Fleming v. Kane County

116 F.R.D. 567, 1987 U.S. Dist. LEXIS 7201
CourtDistrict Court, N.D. Illinois
DecidedJuly 29, 1987
DocketNo. 85 C 8641
StatusPublished
Cited by4 cases

This text of 116 F.R.D. 567 (Fleming v. Kane County) is published on Counsel Stack Legal Research, covering District Court, N.D. Illinois primary law. Counsel Stack provides free access to over 12 million legal documents including statutes, case law, regulations, and constitutions.

Bluebook
Fleming v. Kane County, 116 F.R.D. 567, 1987 U.S. Dist. LEXIS 7201 (N.D. Ill. 1987).

Opinion

MEMORANDUM OPINION AND ORDER

SHADUR, District Judge.

Robert Fleming (“Fleming”) sues Kane County (“County”) and its Highway Superintendent Nabi Fakroddin (“Fakroddin”), asserting claims under:

1. 42 U.S.C. § 1983 (“Section 1983”) for violating Fleming’s First Amendment rights (the “First Amendment Claim”); and
2. Illinois common law for committing the tort of retaliatory discharge (the “Retaliatory Discharge Claim”).

Both defendants have now moved for summary judgment under Fed.R.Civ.P. (“Rule”) 56 as to the First Amendment Claim. Each defendant has moved separately for dismissal of the Retaliatory Discharge Claim under Rule 12(b)(1), urging it is time-barred because Fleming failed to comply with the one-year notice provision of the Illinois Local and Governmental and Governmental Employees Tort Immunity Act (the “Act”), Ill.Rev.Stat. ch. 85, ¶¶ 8-102 and 8-103.

Defendants have mislabeled the latter motion as jurisdictional, for Act § 8-103 says only that an action commenced without notice “shall be dismissed.” Indeed the notice provision has been held a limitation provision rather than a condition precedent to suing, so a public entity may choose to waive notice under that provision (Rio v. Edward Hospital, 104 Ill.2d 354, 362, 84 Ill.Dec. 461, 464, 472 N.E.2d 421, 424 (1984))—an impossibility if jurisdiction were lacking. That being so, this opinion also treats the motions to dismiss the Retaliatory Discharge Claims as summary judgment motions.1

For the reasons stated in this memorandum opinion and order:

1. Defendants’ motion as to the First Amendment Claim is denied.
2. Each defendant’s motion as to the Retaliatory Discharge Claim is granted.

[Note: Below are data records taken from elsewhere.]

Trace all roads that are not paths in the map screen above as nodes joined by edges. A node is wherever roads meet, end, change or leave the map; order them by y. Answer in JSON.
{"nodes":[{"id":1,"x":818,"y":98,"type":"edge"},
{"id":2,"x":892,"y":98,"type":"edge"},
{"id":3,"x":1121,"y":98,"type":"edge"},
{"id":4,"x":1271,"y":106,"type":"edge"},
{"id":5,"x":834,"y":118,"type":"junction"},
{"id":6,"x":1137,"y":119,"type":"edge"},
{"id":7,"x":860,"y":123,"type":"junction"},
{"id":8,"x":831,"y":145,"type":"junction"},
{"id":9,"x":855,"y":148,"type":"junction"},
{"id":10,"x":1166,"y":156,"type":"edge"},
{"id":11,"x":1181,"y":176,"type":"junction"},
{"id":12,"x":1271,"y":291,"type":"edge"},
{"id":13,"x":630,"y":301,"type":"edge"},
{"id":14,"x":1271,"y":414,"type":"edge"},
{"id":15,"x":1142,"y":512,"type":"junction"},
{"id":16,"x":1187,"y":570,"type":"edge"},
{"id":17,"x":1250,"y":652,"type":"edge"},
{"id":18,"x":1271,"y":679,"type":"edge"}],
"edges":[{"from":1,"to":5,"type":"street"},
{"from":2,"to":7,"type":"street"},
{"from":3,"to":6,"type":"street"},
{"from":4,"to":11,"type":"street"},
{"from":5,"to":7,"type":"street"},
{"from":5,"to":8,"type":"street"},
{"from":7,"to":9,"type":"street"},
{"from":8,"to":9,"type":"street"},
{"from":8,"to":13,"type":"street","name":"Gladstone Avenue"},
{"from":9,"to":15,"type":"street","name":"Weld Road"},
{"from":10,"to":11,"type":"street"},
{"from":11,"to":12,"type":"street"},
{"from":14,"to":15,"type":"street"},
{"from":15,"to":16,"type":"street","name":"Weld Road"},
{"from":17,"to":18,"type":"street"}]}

[569]*569It is necessary to sketch the facts in some detail before the motions may be considered.

Facts 2

From January 1, 1968 until June 7, 1984 Fleming—a registered civil engineer— worked as County’s Assistant Superintendent of Highways (¶ 1). In 1983 County solicited bids on a contract to improve County Highway 83 by building an overpass over Illinois Highway 5 (the “Orchard Road Project”) (¶ 4). County’s original bid specifications required the contractor (1) to excavate “borrow” material needed for the overpass foundation from property owned by County’s Forest Preserve District and (2) to transport the material to the construction site 2.9 miles away (¶¶ 5 and 6).

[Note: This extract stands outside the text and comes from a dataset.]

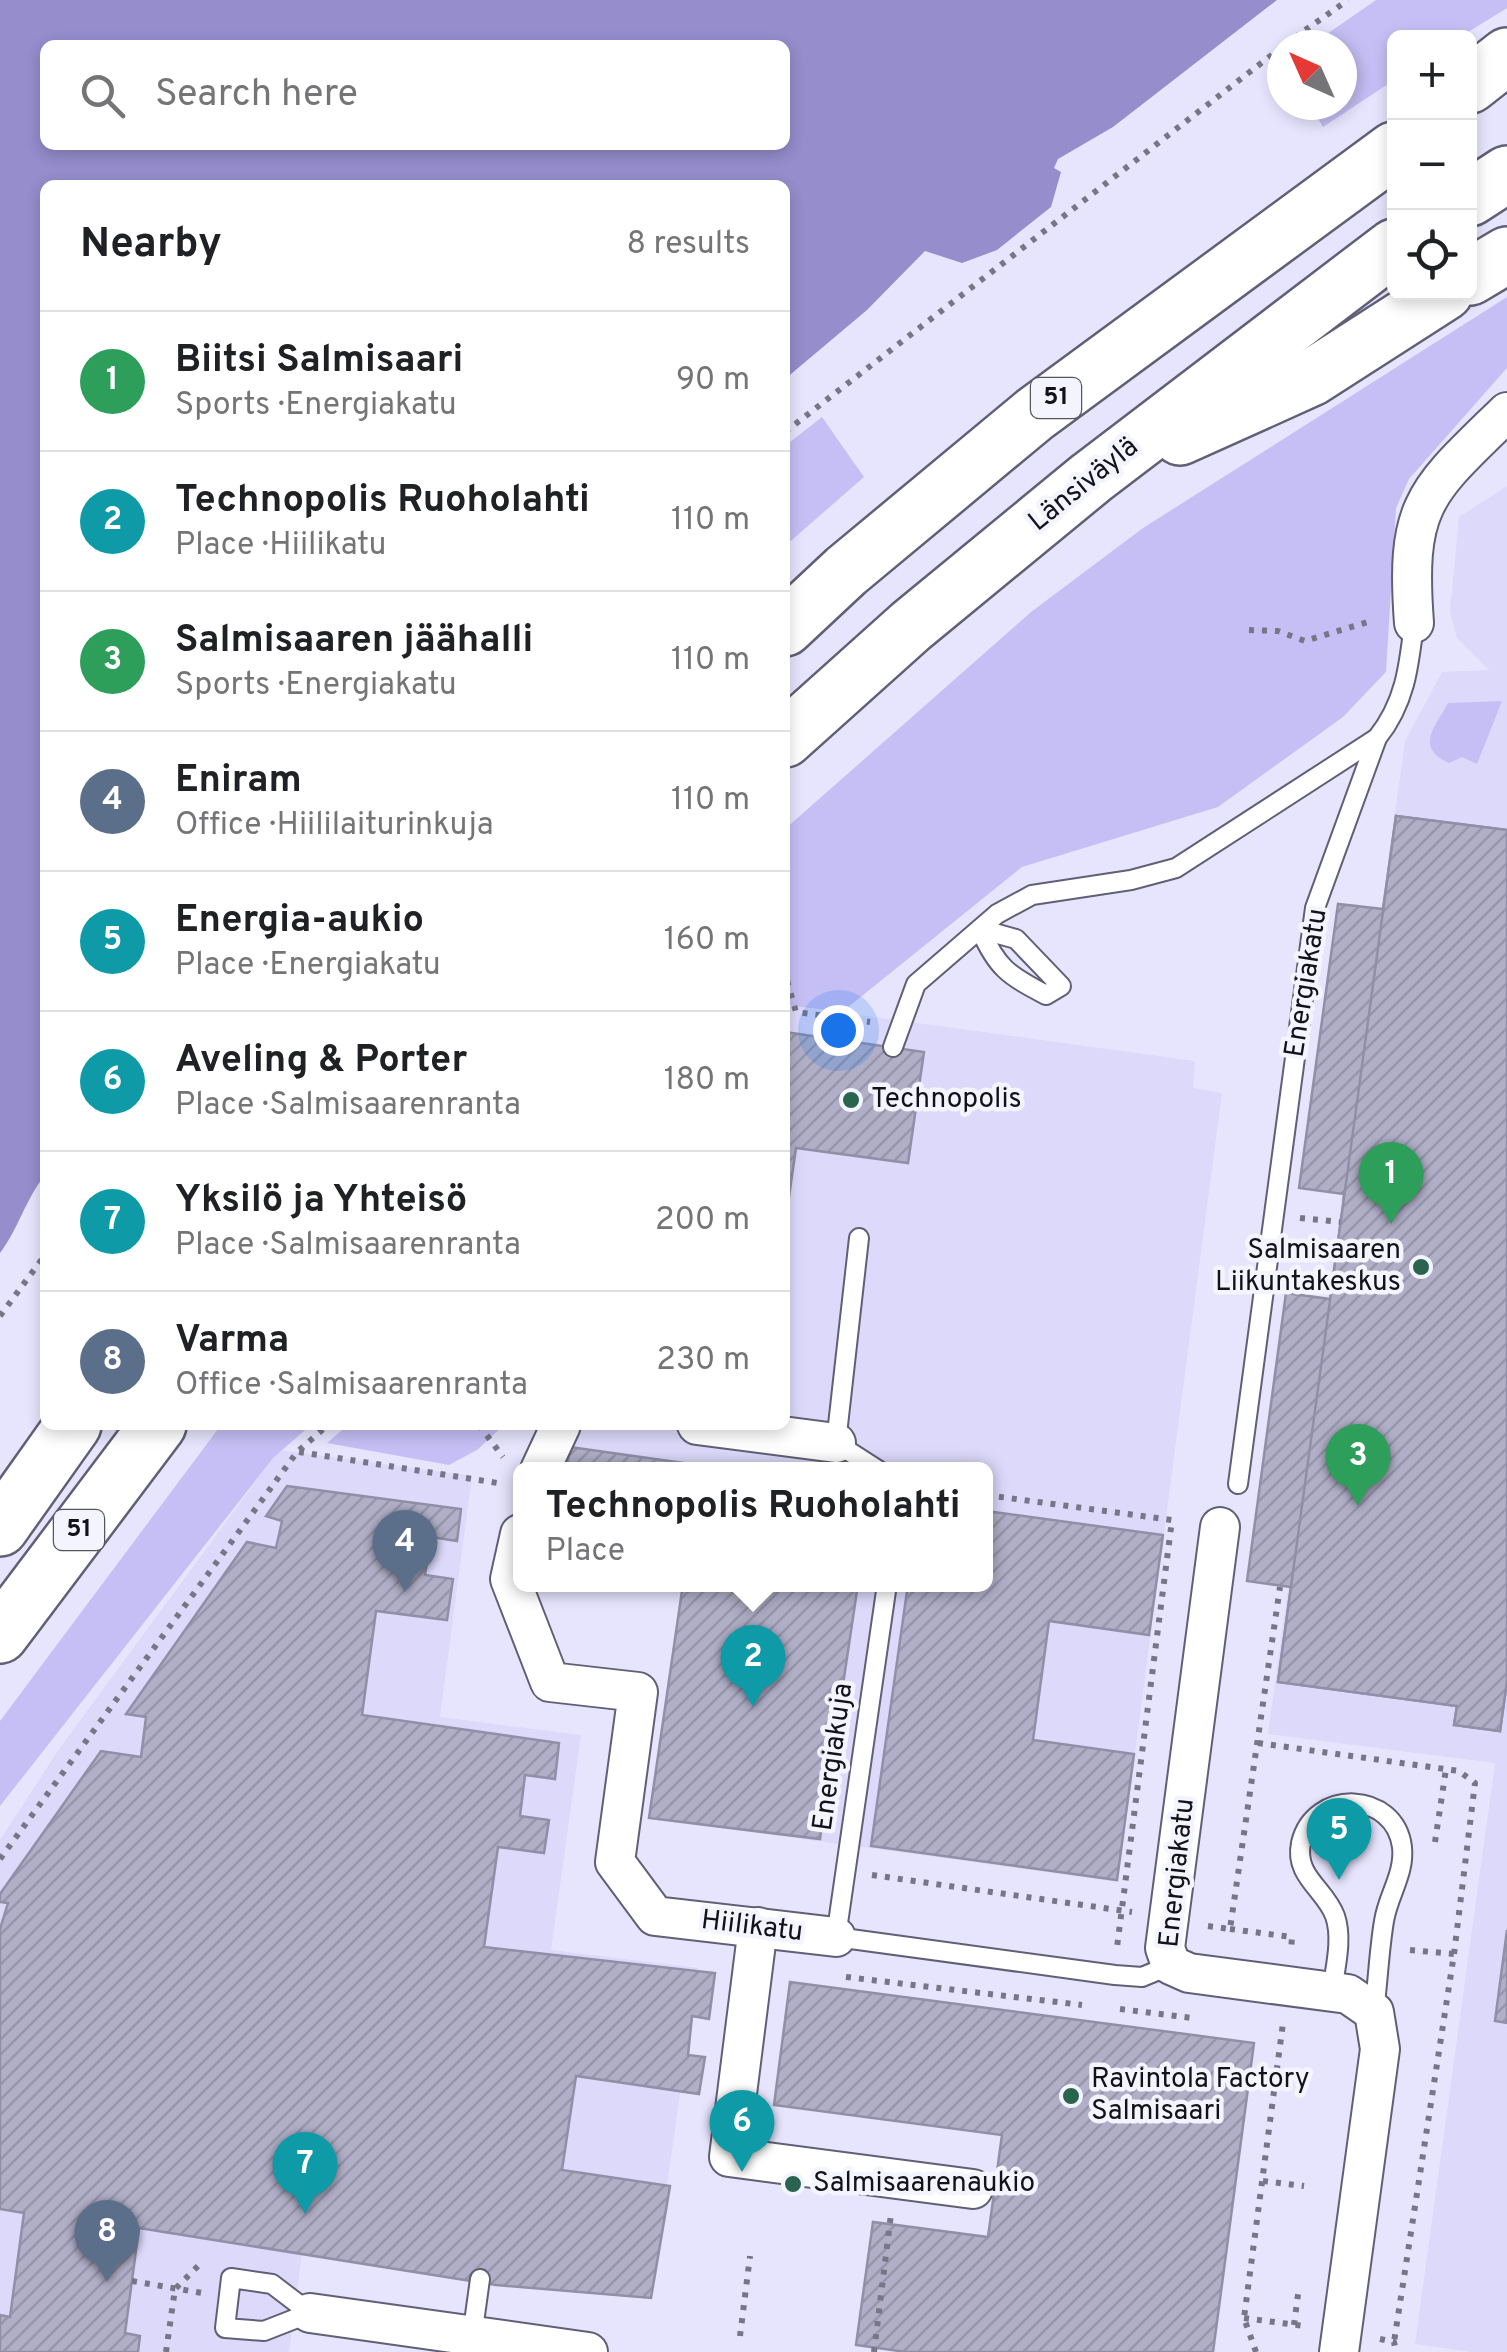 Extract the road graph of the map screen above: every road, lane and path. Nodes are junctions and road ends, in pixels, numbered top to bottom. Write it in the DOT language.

Fleming asked then Superintendent William Carter (“Carter”) to move the borrow site to a location closer to the construction site, in response to inquiries from several prospective bidders (Fleming Dep. 771-75, 777-78). Carter refused (id. at 775-76). On August 26, 1983 County awarded the general construction contract to A.J. Maggio Co. (“Maggio”) for $1,163,700 (¶¶ 4 and 7), a figure $34,300.49 below the next lowest bid (¶7). Maggio’s bid on the “suitable borrow” item was $262,314 or $2.60 per cubic yard (¶ 8). Other bids ranged from $3.30 to $5.00 per cubic yard, and Maggio’s bid on the borrow item was $90,801 less than the second lowest bidder on the entire project (id.). Though the parties’ factual submission does not say so in so many words, it appears clear that Maggio’s bid exclusive of the borrow item would not have been the lowest bid on the project— and that Maggio would also likely not have been the low bidder even on the total contract, including the borrow item, if the cost allocable to the borrow item was appreciably less than that anticipated by the 2.9 mile trucking specification. This opinion does not at all hinge on that likelihood, however.

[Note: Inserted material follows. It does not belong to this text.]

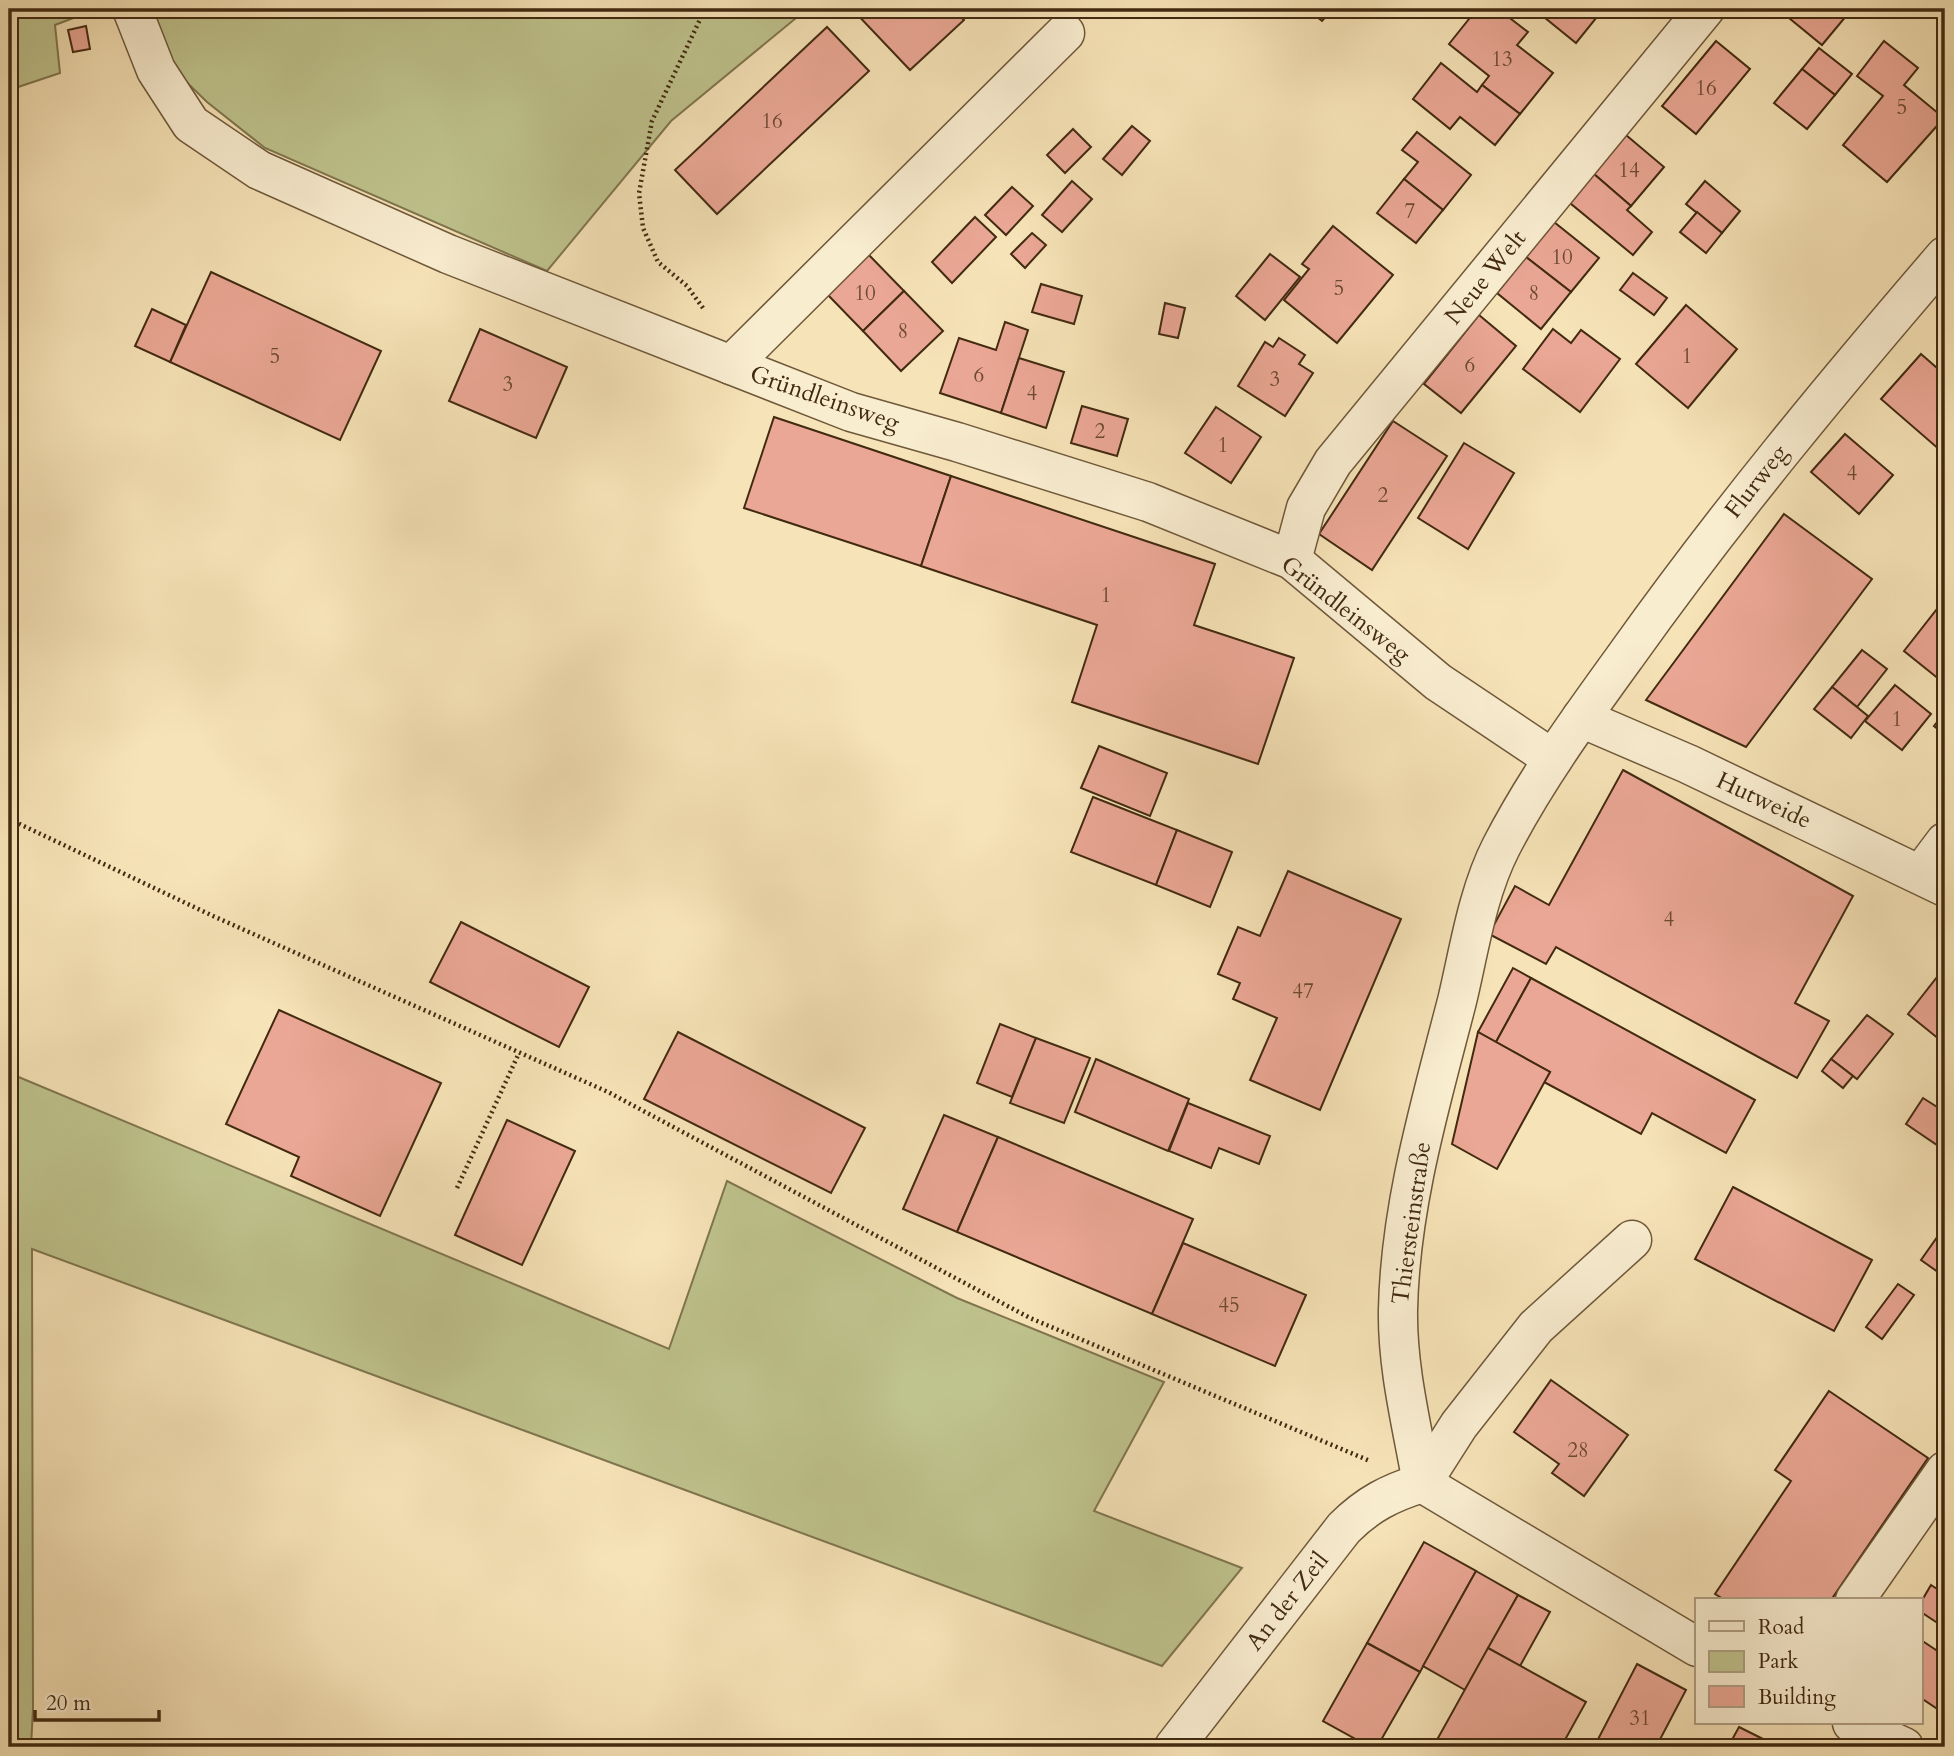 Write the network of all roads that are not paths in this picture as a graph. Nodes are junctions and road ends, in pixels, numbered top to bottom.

Shortly after the contract had been awarded to Maggio, the borrow pit was changed to a location only about 1,000 feet from the construction site, a significant reduction in the haul mileage (¶ 9). When Fleming learned of that change October 10, 1983, he urged Carter to lower the price County paid Maggio for the borrow material (Fleming Dep. 796-97 and 811-12). Carter rejected the suggestion and repeatedly declined to discuss the matter with Fleming (id. at 795-812 and 830). Thus the contract for the Orchard Road Project was not relet, nor was an adjustment ever made to the price County paid Maggio (¶ 10). On the day after Fleming raised the issue with Carter (October 11, 1983), the latter announced his intention to retire from his post effective January 1, 1984 (¶ 11).

Because he had been given no explanation for the borrow pit change and saw no authorization for the change in the project [570]*570file, Fleming declined to initial the first pay estimate for the construction work in late October 1983 (Fleming Dep. 820-23, 825). In December 1983 Fleming attempted to raise his concerns with Transportation Committee Chairman Bennett Shoop (“Shoop”) (id. at 833-34). Shoop said he did not have time to talk about the borrow pit switch (id. at 839-40).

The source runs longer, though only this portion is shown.